– Мам, а расскажи про папу, – иногда просила я, оставшись с ней наедине.
– Твой папа, – на глубоком блаженном выдохе повторяла мама, и мы обе принимались мечтать, – был самым лучшим мужчиной из всех, кого я знала. Галантный, чуткий, заботливый… Читал мне стихи, рассказывал о писателях, художниках. Боже, как я любила его слушать! Его голос пробирал до дрожи. Если бы не та авария… – Мама заметно грустнела, ее глаза каждый раз наполнялись слезами, когда она говорила о нем. – Я даже не успела сказать ему, что у нас будешь ты. Думала, как вернется, так и расскажу. А вышло…
Я теснее жалась к матери.
К тому возрасту я уже знала историю целиком. Папа был известным архитектором, они с мамой познакомились, когда учились в институте. Как и положено для первой любви, они почти сразу влюбились и были без ума друг от друга, но с семьей не торопились. Ждали, когда оба встанут на ноги, начнут зарабатывать – хотели все сделать правильно, чтобы потом до самой старости жить счастливо.

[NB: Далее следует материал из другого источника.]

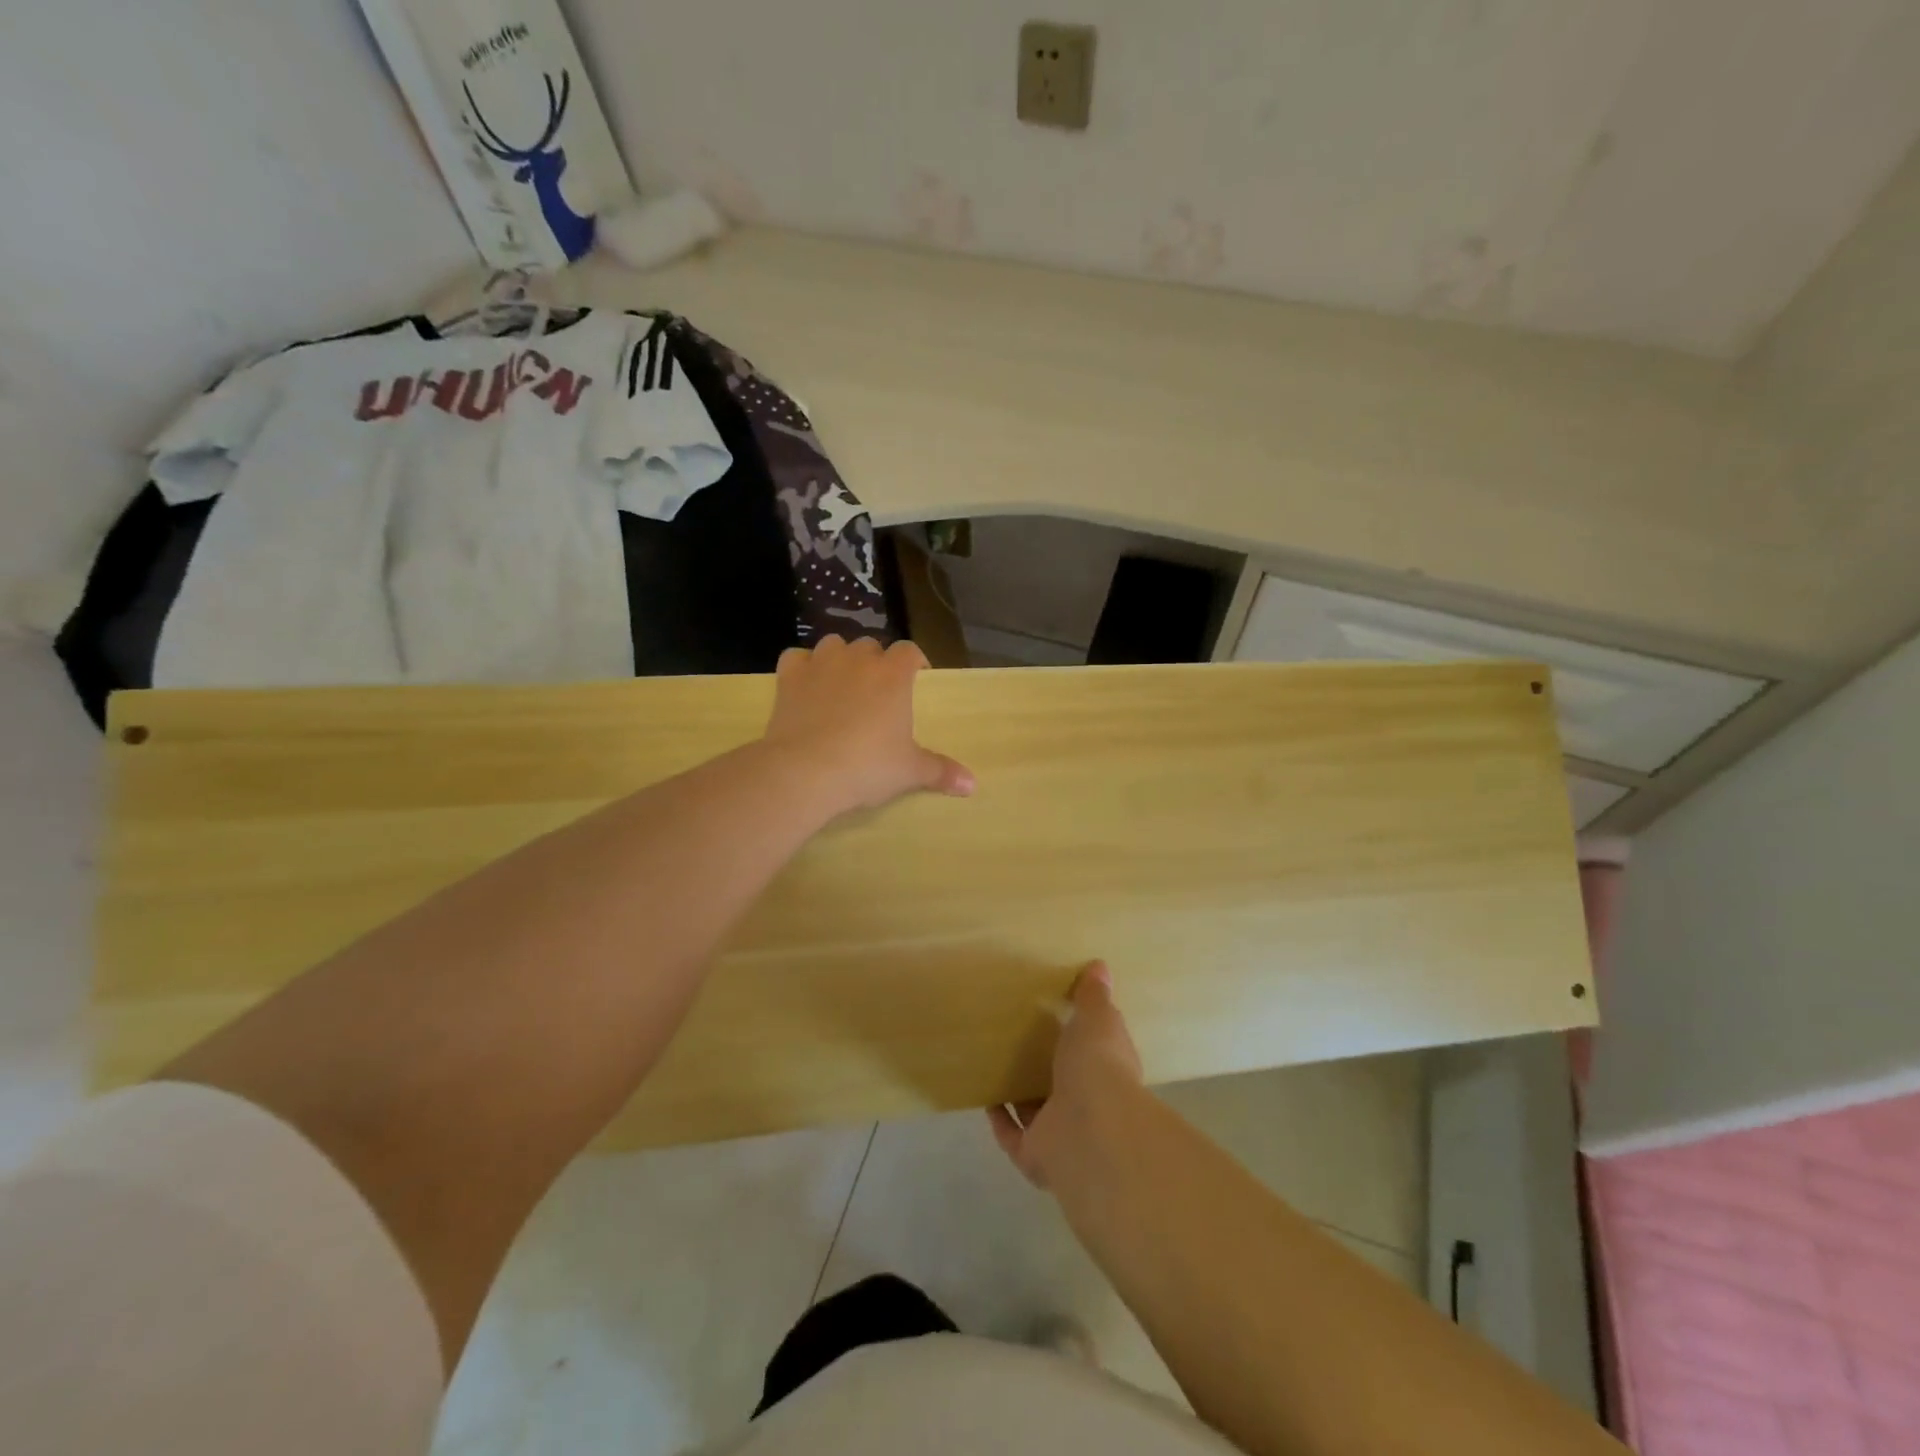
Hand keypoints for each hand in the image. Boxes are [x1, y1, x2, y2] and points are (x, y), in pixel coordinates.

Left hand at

Однажды папу пригласили на конференцию в другую страну. Накануне его отъезда мама узнала, что беременна, но побоялась говорить, решила, пусть лучше думает о выступлении, о докладе, который он усердно готовил полгода. А через три дня вернется – ну что такое три дня для их долгой совместной жизни с ребенком? – тогда она ему все и расскажет. И они смогут наслаждаться радостью вместе, вдвоем.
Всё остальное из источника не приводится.